Вот что происходило за вывеской «Запретная зона», одним из порождений которой и стали рэкетиры, сами себя называвшие амурскими ребятами.
Сейчас, когда амурские волны — волны бандитизма и коррупции— разбились о волнорез гласности и возвращенной законности, очень хочется верить, что новое руководство области поможет раскрыть все нераскрытые тайны дела Матроса. Это и будет лучшей гарантией того, что амурские войны — вместе с войнами столетними, пуническими и паническими — навсегда канут в невозвратное прошлое.
ПРИМЕЧАНИЕ АВТОРА. В последнее время прессу все чаще упрекают в необъективном отношении к милиции: дескать, если верить публикациям, то чуть ли не все поголовно милиционеры предстают коррумпированными жуликами. Конечно же, это не так. Просто органы внутренних дел, ранее столь же закрытые для критики, как Днепропетровская область, не являются более запретной зоной для журналистов.

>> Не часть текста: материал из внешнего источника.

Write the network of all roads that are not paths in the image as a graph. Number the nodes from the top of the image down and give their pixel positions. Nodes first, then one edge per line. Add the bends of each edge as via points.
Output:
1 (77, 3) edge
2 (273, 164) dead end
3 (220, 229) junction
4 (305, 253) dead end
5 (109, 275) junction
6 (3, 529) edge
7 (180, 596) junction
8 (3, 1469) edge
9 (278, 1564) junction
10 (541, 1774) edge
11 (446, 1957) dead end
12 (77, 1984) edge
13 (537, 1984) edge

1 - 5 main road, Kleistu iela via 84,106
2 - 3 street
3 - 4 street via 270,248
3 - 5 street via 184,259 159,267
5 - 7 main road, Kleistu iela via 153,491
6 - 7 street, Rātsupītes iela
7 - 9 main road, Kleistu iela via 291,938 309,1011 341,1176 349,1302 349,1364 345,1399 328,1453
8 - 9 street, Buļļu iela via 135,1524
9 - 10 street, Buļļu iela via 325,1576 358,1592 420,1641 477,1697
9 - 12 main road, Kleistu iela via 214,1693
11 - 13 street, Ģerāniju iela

Да, недостатков у милиции хватает, НО тем не менее подавляющее большинство ее сотрудников— люди честные и смелые.
Завершая повествование, я хотел бы назвать имена тех работников милиции, которые в труднейших условиях слежки, шантажа, а то и прямого давления сверху раскручивали это особо сложное (по определению Верховного Совета СССР, продлявшего сроки содержания обвиняемых под стражей) уголовное дело.

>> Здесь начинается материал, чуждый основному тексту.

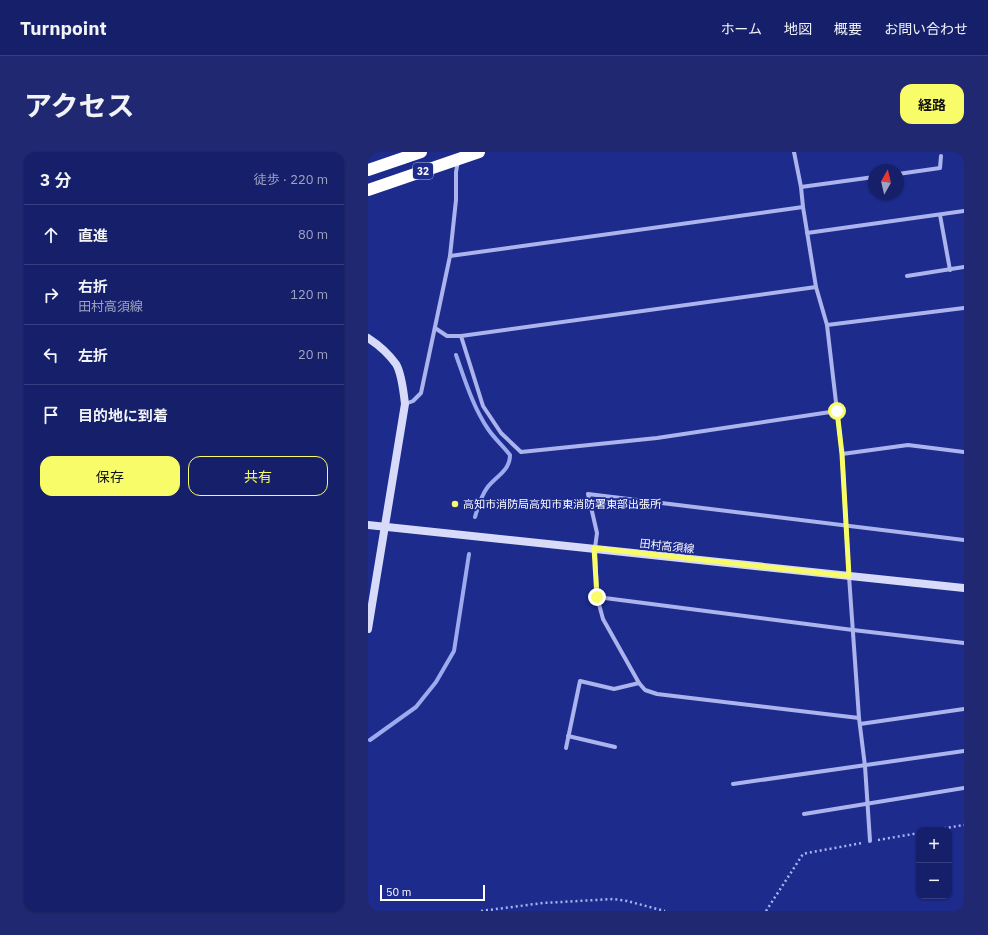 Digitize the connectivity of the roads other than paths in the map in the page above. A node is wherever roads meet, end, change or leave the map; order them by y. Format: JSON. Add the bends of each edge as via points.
{"nodes":[{"id":1,"x":421,"y":152,"type":"edge"},
{"id":2,"x":479,"y":152,"type":"edge"},
{"id":3,"x":794,"y":152,"type":"edge"},
{"id":4,"x":459,"y":155,"type":"edge"},
{"id":5,"x":941,"y":156,"type":"dead end"},
{"id":6,"x":368,"y":170,"type":"edge"},
{"id":7,"x":904,"y":173,"type":"edge"},
{"id":8,"x":868,"y":178,"type":"edge"},
{"id":9,"x":801,"y":187,"type":"junction"},
{"id":10,"x":368,"y":190,"type":"edge"},
{"id":11,"x":803,"y":207,"type":"junction"},
{"id":12,"x":964,"y":211,"type":"edge"},
{"id":13,"x":940,"y":214,"type":"junction"},
{"id":14,"x":807,"y":233,"type":"junction"},
{"id":15,"x":450,"y":256,"type":"junction"},
{"id":16,"x":964,"y":267,"type":"edge"},
{"id":17,"x":950,"y":270,"type":"junction"},
{"id":18,"x":907,"y":276,"type":"dead end"},
{"id":19,"x":816,"y":287,"type":"junction"},
{"id":20,"x":964,"y":308,"type":"edge"},
{"id":21,"x":826,"y":325,"type":"junction"},
{"id":22,"x":435,"y":328,"type":"junction"},
{"id":23,"x":461,"y":336,"type":"junction"},
{"id":24,"x":368,"y":338,"type":"edge"},
{"id":25,"x":405,"y":404,"type":"junction"},
{"id":26,"x":837,"y":411,"type":"junction"},
{"id":27,"x":964,"y":452,"type":"edge"},
{"id":28,"x":842,"y":454,"type":"junction"},
{"id":29,"x":368,"y":525,"type":"edge"},
{"id":30,"x":846,"y":525,"type":"junction"},
{"id":31,"x":384,"y":527,"type":"junction"},
{"id":32,"x":964,"y":540,"type":"edge"},
{"id":33,"x":594,"y":548,"type":"junction"},
{"id":34,"x":849,"y":576,"type":"junction"},
{"id":35,"x":964,"y":588,"type":"edge"},
{"id":36,"x":597,"y":597,"type":"junction"},
{"id":37,"x":368,"y":629,"type":"edge"},
{"id":38,"x":853,"y":630,"type":"junction"},
{"id":39,"x":964,"y":643,"type":"edge"},
{"id":40,"x":639,"y":683,"type":"junction"},
{"id":41,"x":964,"y":709,"type":"edge"},
{"id":42,"x":859,"y":718,"type":"junction"},
{"id":43,"x":860,"y":724,"type":"junction"},
{"id":44,"x":568,"y":736,"type":"junction"},
{"id":45,"x":615,"y":747,"type":"dead end"},
{"id":46,"x":566,"y":748,"type":"dead end"},
{"id":47,"x":964,"y":751,"type":"edge"},
{"id":48,"x":864,"y":766,"type":"junction"},
{"id":49,"x":733,"y":784,"type":"dead end"},
{"id":50,"x":964,"y":788,"type":"edge"},
{"id":51,"x":867,"y":803,"type":"junction"},
{"id":52,"x":804,"y":814,"type":"dead end"},
{"id":53,"x":870,"y":841,"type":"road end"}],
"edges":[{"from":1,"to":6,"type":"highway","number":"32"},
{"from":2,"to":4,"type":"highway","number":"32"},
{"from":3,"to":9,"type":"street"},
{"from":4,"to":10,"type":"highway","number":"32"},
{"from":4,"to":15,"type":"street"},
{"from":5,"to":7,"type":"street","via":[[940,168]]},
{"from":8,"to":9,"type":"street"},
{"from":9,"to":11,"type":"street"},
{"from":11,"to":14,"type":"street"},
{"from":11,"to":15,"type":"street"},
{"from":12,"to":13,"type":"street"},
{"from":13,"to":14,"type":"street"},
{"from":13,"to":17,"type":"street"},
{"from":14,"to":19,"type":"street"},
{"from":15,"to":22,"type":"street"},
{"from":16,"to":17,"type":"street"},
{"from":17,"to":18,"type":"street"},
{"from":19,"to":21,"type":"street"},
{"from":19,"to":23,"type":"street"},
{"from":20,"to":21,"type":"street"},
{"from":21,"to":26,"type":"street"},
{"from":22,"to":23,"type":"street","via":[[447,336]]},
{"from":22,"to":25,"type":"street","via":[[421,393],[413,401]]},
{"from":23,"to":26,"type":"street","via":[[483,406],[501,433],[521,452],[657,438]]},
{"from":24,"to":25,"type":"main road","via":[[380,345],[396,365]]},
{"from":25,"to":31,"type":"main road"},
{"from":26,"to":28,"type":"street"},
{"from":27,"to":28,"type":"street","via":[[908,445]]},
{"from":28,"to":30,"type":"street"},
{"from":29,"to":31,"type":"main road","name":"田村高須線"},
{"from":30,"to":32,"type":"street"},
{"from":30,"to":33,"type":"street","via":[[588,494],[597,533]]},
{"from":30,"to":34,"type":"street"},
{"from":31,"to":33,"type":"main road","name":"田村高須線"},
{"from":31,"to":37,"type":"main road"},
{"from":33,"to":34,"type":"main road","name":"田村高須線"},
{"from":33,"to":36,"type":"street"},
{"from":34,"to":35,"type":"main road","name":"田村高須線"},
{"from":34,"to":38,"type":"street"},
{"from":36,"to":38,"type":"street"},
{"from":36,"to":40,"type":"street","via":[[603,619]]},
{"from":38,"to":39,"type":"street"},
{"from":38,"to":42,"type":"street"},
{"from":40,"to":42,"type":"street","via":[[645,690],[657,694]]},
{"from":40,"to":44,"type":"street","via":[[614,689],[580,681]]},
{"from":41,"to":43,"type":"street"},
{"from":42,"to":43,"type":"street"},
{"from":43,"to":48,"type":"street"},
{"from":44,"to":45,"type":"street"},
{"from":44,"to":46,"type":"street"},
{"from":47,"to":48,"type":"street"},
{"from":48,"to":49,"type":"street"},
{"from":48,"to":51,"type":"street"},
{"from":50,"to":51,"type":"street"},
{"from":51,"to":52,"type":"street"},
{"from":51,"to":53,"type":"street"}]}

Помимо уже названных Д. Р. Адамова и С. В. Серебренникова, особо отличились: заместитель министра внутренних дел Украины Г. В. Бердов, уже после дела Матроса героически проявивший себя при ликвидации последствий аварии на Чернобыльской АЭС; старший следователь по особо важным делам МВД УССР В. Д. Бутиков; старшие оперуполномоченные управлений БХСС МВД СССР и УССР В.А.Петров и В. Б. Моцар, старший инспектор инспекторского отдела МВД СССР ныне начальник уголовного розыска Молдавии В. М. Заславский, старший следователь следственного управления УВД Днепропетровского облисполкома
3. И. Фесенко, заместитель начальника отделения отдела уголовного розыска УВД Днепропетровска Я. Н. Константиновский и члены следственной бригады. МВД СССР, руководимой Серебренниковым,— заместитель начальника следственного отдела - УВД Ивано-Франковского облисполкома С. В. Кочмар, следователь следственного управления УВД Запорожского облисполкома В. В. Проценко, следователь следственного управления УВД Днепропетровского облисполкома В. Н. Григорьев, следователь Никопольского РОВД А. В. Долидзе, следователь следственного отдела УВД Курского облисполкома А. А. Суров, следователь Заводского РОВД Орловского облисполкома Ю. В. Заикин.
Не пробегайте этот список глазами. Вчитайтесь в него и мысленно поблагодарите всех этих людей, чей труд незримо присутствует в нашей повести.